MS: What about things, I mean we do, I was thinking maybe, I mean some of the things that we’ve done
traditionally in the junior year have been very on some of the ecological agriculture. We’ve done a lot of
work with natural history and sort of descriptive work. And then some organism censusing kind of work,
a lot of that actually. There’s, (unclear) very dull at the moment… There’s been some traditional sort of
coursework in menology and ornithology, in botany. There’s been sort of areas where we can do field…
There’s been some community development work that has been oriented towards the fieldwork. Does that
step seem appropriate to you as being involved in this sort of thing?
JV: Yeah, yeah, I mean I guess because it’s not, I’m trying to think about things that I could teach. I
would probably not be able to teach a botany course. But it would seem like that would be (unclear)…
MS: No I’m not so much concerned about what you could teach as what you think might need to be
taught in an area.
JV: Yeah no I think that makes sense. I mean, natural history, maybe a little stat in there as they’re
counting you know to…
MS: Right, some serious statistics (unclear). What are your teaching… You’re doing, you’re on the
horrible series of one year hires reality aren’t you. That makes it hard to make any real plans doesn’t it.
(laughs)
JV: Well it kind of does, yeah. Well I have another job offer but I decided that after all the energy you put
into lectures, it’s nice to be able to utilize some of them again you know some of that… So and I also
thought it probably can offer more this year. Once it’s your second time around it seems like your ability
to give is probably a little bit perhaps better than it was the first time. So that’s why I’m back here. But
yeah in June it’ll be you know (laughs)…
10
Jude Van Buren
Future of Environmental Studies at Evergreen
Interviewed by Matt Smith
MS: The work that you’ve been… So you’re doing MES again this next quarter?
JV: Well the first quarter and then I move into Intro to Environmental Studies with Javon Brown and Pete
Taylor. And then I guess the spring quarter I still don’t quite understand how this works but it’s kind of
like contracts I guess. In the intro now they’re teaching fall and winter and then the spring is a contract
kind of…
MS: Group contract situation. Well that means essentially that you just do a big course with as much
fieldwork in it as you want to, as you can get away with. And spring is hard in the sense that students are
distractable. But it’s fun to do that. I mean you basically you know sort of pick an area that you think that
you can, that students will be interested in and that is you know an extension of work that you want to
work on. And then just say come on and do it. And you know you do get to figure out the details of it on
your own. And you know in some ways that’s fun and in some ways that’s… I like doing it one quarter at
a time let’s say. I mean if I have to do more that a quarter at a time I end up feeling like gosh I’m really
sort of running out of things to say.

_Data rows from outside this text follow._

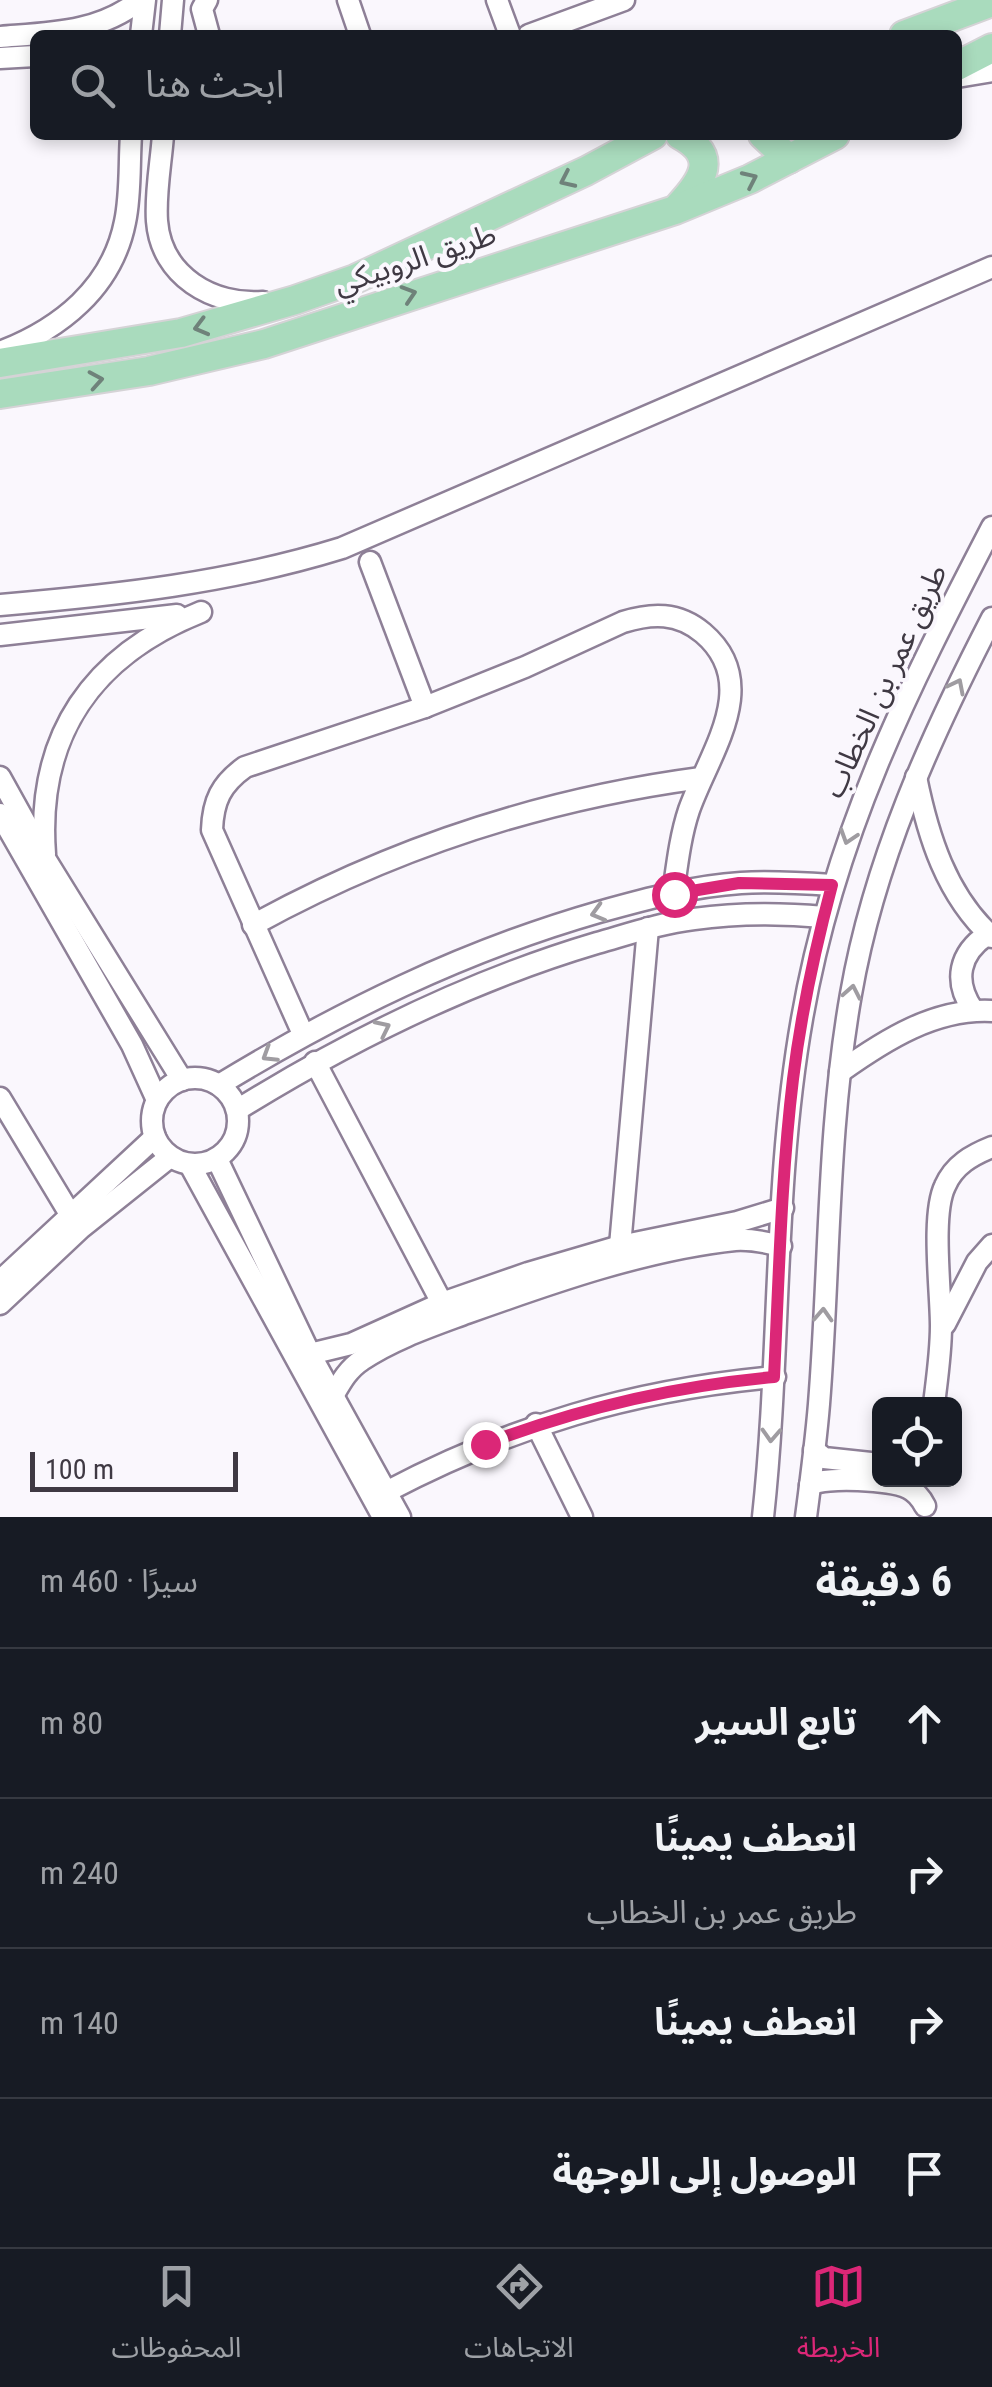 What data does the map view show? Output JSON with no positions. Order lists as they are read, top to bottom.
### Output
{
  "streets": {
    "main road": ["طريق الروبيكي"],
    "street": ["طريق عمر بن الخطاب"]
  },
  "scale_bar": "100 m",
  "page": {
    "search": "ابحث هنا",
    "scale": "100 m",
    "heading": ["6 دقيقة", "سيرًا · 460 m"],
    "list": [
      ["تابع السير", "80 m"],
      ["انعطف يمينًا", "طريق عمر بن الخطاب", "240 m"],
      ["انعطف يمينًا", "140 m"],
      "الوصول إلى الوجهة"
    ],
    "nav": ["الخريطة", "الاتجاهات", "المحفوظات"]
  }
}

Or I really feel like I need to be checking this out with somebody or
something you know. I’ve just taught in this collective manner so long that it’s hard for me to work in
other ways. Can you talk a little bit about your teaching experience this last quarter or last year and what
was good about it and what…?
JV: Okay. Well the first two quarters was in the MES core. And the first quarter is called Case Studies in
Environmental Studies. And that was a difficult quarter because it was the first quarter and an excellent
teaching team I felt. But it got very political very quickly. And because one of the topics that we chose to
teach which was risk assessment, it’s a very political topic and students hated it before they even knew
what it was. So I guess you know for me that’s part of, I feel like I’m a very much a real world person.
I’ve been out working for a long time before I went back into academia and back to school. And I’ve
worked for the government, I’ve worked for private industry, private corporations, not… and then you
know the public. So I’ve kind of walked in a lot of different shoes. And so I don’t see the world as black
and white anymore. So I guess what I offer students is that ability or hope to show them that things are
not quite so black and white as they may seem. And that it’s important to learn the global issues not just
your local issues. So the first quarter, part of being brand new is that students don’t have real high
expectations of you. The other part is that they I think tend to challenge you a lot more than they would
challenge a saged professor. And that’s okay, I mean you know that’s alright.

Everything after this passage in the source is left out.